Kev will always have charisma as a result of what they did to him, a fact none of the men who now have faces seem to have considered  before they dumped him. He can’t help but look far more interesting than just about anybody else in the ALP. In the morality stakes, he’s a zillion points ahead of our First Hollow Lady. His admission last night that he’d blown it with his great moral challenge only adds to the impression of a politician capable of sincere reflection, a rare beast indeed, except when they’ve aged and long left office.

He’s found a way to deal with the humiliation heaped upon him that is acceptable. The wry shrug, the laughing off, the live and learn attitude hints at an emotional intelligence sadly lacking in just about everybody else, and it seems to be sincere. He doesn’t hide the pain, but he looks as if he’s come to terms with it and is probably all the better for the experience.

But that’s not to overlook the calculated little bomb he did drop on the matter of who wanted to kill the ETS, a little bomb that will give the Opposition plenty of return ammunition for a while as they take every opportunity to point out that these would-be-killers are still there, and what does that mean, and who are they, and how can we trust anyone in that government?

Kev does make Gillard look both bad and boring, and that’s an unacceptable combination. If you’re going to be bad, you have an obligation to be interesting with it.

Speaking of which, I don’t know why anybody bothers listening to that Mark Latham whose ridiculous attack on Gillard’s child free choice renders anything else he might have to say  hardly worth listening to. Latham has no respect for anybody’s personal space, emotional and physical. This was concretely demonstrated when he loomed into the Prime Minister in a public place and asked stupid questions,and prior to that, loomed into John Howard as he attempted to enter a room Latham was leaving. He’s a loomer. He looms. it’s not attractive. He should give it up.

Prue Goward by publik15 via flickr

Then there’s Dear Prudence. Prue Goward, recently appointed NSW Minister for Families, whatever that is, has taken a nasty swipe at radio personality Jackie O for the manner in which she fed her baby.

Apparently Jackie O gave the child a bottle while simultaneously walking across a pedestrian crossing, an action Goward likened to the famous Michael Jackson moment when he dangled his little son over a balcony in Germany and subsequently earned global contempt for his fathering skills.

Why this is a concern for the Minister for Families remains a mystery to me. An over zealous commitment to her new portfolio?

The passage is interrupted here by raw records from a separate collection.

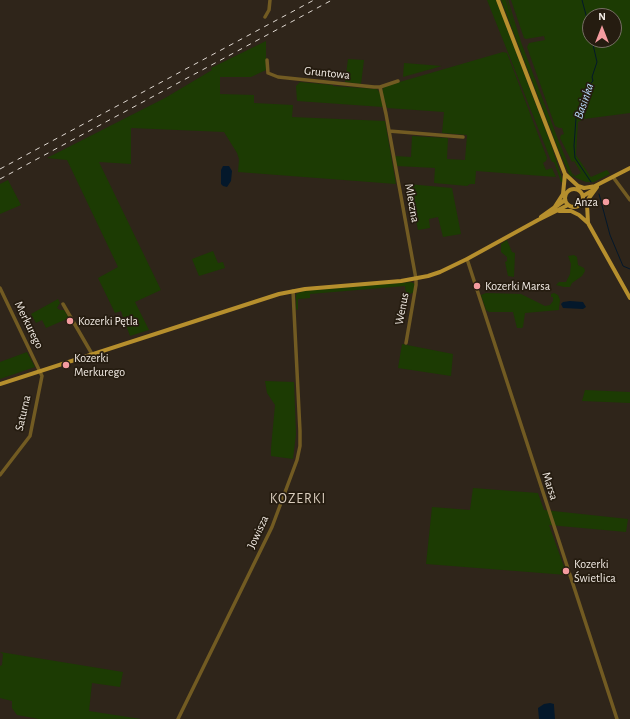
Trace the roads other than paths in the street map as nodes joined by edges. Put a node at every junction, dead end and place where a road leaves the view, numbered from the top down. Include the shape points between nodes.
1 (270, 0) edge
2 (498, 0) edge
3 (266, 18) dead end
4 (267, 60) dead end
5 (398, 81) dead end
6 (380, 87) junction
7 (389, 132) junction
8 (463, 137) dead end
9 (630, 168) edge
10 (613, 177) junction
11 (567, 178) junction
12 (596, 186) junction
13 (578, 190) junction
14 (568, 192) junction
15 (583, 196) junction
16 (565, 200) junction
17 (630, 200) edge
18 (583, 202) junction
19 (568, 205) junction
20 (575, 208) junction
21 (554, 210) junction
22 (587, 221) junction
23 (467, 260) junction
24 (416, 279) junction
25 (0, 288) edge
26 (293, 291) junction
27 (630, 298) edge
28 (63, 304) dead end
29 (406, 343) dead end
30 (92, 354) junction
31 (40, 371) junction
32 (0, 384) edge
33 (0, 474) edge
34 (178, 719) edge
35 (617, 719) edge

1 - 3 street
2 - 11 main road
4 - 6 street, Gruntowa via 268,73 278,77
5 - 6 street, Gruntowa
6 - 7 street, Mleczna
7 - 8 street
7 - 24 street, Mleczna
9 - 10 main road
10 - 12 main road
10 - 17 street
11 - 12 main road via 581,187
11 - 13 main road via 573,188
11 - 14 main road
11 - 21 main road via 563,194
12 - 13 main road
12 - 15 main road
12 - 22 main road via 588,201
13 - 14 main road
13 - 15 main road
14 - 16 main road
15 - 18 main road
16 - 19 main road
16 - 21 main road
18 - 20 main road
18 - 22 main road
19 - 20 main road
19 - 21 main road
20 - 22 main road
21 - 22 main road via 571,211
21 - 23 main road
22 - 27 main road
23 - 24 main road
23 - 35 street, Marsa
24 - 26 main road
24 - 29 street, Wenus
25 - 31 street, Merkurego
26 - 30 main road
26 - 34 street, Jowisza via 300,431 297,460 270,532
28 - 30 street
30 - 31 main road
31 - 32 main road
31 - 33 street, Saturna via 42,376 30,436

Is she going to focus on perceived child abuse by the rich and famous? If the mother had been a working class woman would Goward have even blinked her mascara-ed lashes?

I’m glad she wasn’t in the nursery when once, in a sleep deprived state similar to those experienced by the former PM, I accidentally stuck my fingers in the wrong jar and pasted my baby boy’s bits with Vicks Vapour Rub instead of nappy rash cream.

Soon to become a dad himself for the first time, he looked at me stunned, speechless and quite judgmentally, I thought, when I recently confessed this transgression. Too late I realised my mistake. Now I probably won’t be allowed anywhere near the new baby, but at least we know the Vicks didn’t do its daddy any damage.